*Material for this task*.
___

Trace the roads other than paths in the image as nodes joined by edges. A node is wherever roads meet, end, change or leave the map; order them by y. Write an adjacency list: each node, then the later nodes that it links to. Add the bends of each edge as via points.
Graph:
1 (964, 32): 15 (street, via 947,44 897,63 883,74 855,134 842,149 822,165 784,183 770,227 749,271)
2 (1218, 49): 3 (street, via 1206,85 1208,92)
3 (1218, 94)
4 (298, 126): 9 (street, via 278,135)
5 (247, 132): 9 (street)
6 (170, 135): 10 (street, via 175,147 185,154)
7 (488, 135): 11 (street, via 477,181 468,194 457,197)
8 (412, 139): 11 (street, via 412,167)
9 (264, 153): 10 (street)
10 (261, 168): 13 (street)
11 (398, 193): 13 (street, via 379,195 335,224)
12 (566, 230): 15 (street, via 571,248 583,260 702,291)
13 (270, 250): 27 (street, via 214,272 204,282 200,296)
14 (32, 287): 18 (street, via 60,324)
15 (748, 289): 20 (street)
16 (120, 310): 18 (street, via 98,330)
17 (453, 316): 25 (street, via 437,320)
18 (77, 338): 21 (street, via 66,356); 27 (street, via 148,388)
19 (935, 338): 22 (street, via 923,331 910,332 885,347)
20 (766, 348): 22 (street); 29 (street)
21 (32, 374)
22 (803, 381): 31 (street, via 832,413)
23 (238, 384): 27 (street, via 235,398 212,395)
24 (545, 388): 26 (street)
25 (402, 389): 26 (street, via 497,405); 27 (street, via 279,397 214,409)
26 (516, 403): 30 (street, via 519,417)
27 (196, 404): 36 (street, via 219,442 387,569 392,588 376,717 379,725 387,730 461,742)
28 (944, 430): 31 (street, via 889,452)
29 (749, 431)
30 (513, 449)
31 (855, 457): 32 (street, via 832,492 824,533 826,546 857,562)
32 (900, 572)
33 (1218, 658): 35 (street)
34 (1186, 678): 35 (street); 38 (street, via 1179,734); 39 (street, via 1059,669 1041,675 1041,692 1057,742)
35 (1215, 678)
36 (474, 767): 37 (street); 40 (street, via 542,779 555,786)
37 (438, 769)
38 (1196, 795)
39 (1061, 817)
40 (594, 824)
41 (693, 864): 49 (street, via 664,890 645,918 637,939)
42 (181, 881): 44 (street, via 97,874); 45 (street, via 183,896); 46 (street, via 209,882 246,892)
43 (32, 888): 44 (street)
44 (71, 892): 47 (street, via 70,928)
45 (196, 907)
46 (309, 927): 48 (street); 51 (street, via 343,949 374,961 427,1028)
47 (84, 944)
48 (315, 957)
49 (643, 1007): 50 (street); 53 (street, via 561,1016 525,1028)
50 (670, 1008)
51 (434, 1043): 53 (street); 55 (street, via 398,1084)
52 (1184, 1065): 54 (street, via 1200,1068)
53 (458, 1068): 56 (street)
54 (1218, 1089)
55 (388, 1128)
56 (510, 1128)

___

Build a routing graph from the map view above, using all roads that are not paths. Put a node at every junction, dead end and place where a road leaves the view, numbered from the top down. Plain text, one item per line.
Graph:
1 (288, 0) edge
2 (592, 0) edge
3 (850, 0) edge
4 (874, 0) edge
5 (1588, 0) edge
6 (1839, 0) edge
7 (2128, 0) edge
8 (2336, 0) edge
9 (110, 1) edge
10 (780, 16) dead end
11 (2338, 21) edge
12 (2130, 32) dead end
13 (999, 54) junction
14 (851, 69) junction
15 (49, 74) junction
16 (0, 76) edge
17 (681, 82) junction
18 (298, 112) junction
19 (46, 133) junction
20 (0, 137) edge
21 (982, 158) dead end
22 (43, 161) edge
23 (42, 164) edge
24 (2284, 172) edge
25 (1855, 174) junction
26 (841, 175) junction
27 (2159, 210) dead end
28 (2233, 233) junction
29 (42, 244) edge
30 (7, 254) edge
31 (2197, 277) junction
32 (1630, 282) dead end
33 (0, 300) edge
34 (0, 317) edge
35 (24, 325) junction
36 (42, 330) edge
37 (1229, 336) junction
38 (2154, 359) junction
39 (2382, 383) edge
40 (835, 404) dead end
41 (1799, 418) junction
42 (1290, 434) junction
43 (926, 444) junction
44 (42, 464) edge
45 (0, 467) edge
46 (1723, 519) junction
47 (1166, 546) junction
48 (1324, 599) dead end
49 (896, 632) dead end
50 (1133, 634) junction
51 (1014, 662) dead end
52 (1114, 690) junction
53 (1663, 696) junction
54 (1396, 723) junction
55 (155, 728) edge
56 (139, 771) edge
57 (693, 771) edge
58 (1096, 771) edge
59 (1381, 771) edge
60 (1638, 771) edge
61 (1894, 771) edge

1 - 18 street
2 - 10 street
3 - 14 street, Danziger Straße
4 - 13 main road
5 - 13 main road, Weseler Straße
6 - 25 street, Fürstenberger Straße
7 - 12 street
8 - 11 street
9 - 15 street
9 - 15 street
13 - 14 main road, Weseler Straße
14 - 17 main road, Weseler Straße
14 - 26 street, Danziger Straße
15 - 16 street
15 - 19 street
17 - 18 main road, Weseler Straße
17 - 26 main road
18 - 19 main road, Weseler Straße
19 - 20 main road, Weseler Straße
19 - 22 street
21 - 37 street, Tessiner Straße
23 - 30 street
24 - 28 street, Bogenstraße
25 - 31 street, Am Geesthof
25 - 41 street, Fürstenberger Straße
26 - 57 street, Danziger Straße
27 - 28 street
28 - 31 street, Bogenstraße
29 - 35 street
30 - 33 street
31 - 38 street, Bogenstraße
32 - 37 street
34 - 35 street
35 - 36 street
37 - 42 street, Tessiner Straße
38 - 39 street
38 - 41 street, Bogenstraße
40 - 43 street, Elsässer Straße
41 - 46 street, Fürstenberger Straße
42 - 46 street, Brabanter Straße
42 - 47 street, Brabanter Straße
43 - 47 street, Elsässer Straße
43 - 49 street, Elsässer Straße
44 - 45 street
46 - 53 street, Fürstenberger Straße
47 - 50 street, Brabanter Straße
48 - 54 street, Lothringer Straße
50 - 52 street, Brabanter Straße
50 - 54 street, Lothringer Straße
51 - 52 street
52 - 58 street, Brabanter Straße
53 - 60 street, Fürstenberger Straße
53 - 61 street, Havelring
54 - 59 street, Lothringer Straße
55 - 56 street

___

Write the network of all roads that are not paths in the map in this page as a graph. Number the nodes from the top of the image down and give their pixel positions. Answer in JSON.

___

*Work required*. Sift through the material above and copy each line that holds "nodes".

*Output below*.
Trace the roads other than paths in the image as nodes joined by edges. A node is wherever roads meet, end, change or leave the map; order them by y. Write an adjacency list: each node, then the later nodes that it links to. Add the bends of each edge as via points.
Write the network of all roads that are not paths in the map in this page as a graph. Number the nodes from the top of the image down and give their pixel positions. Answer in JSON.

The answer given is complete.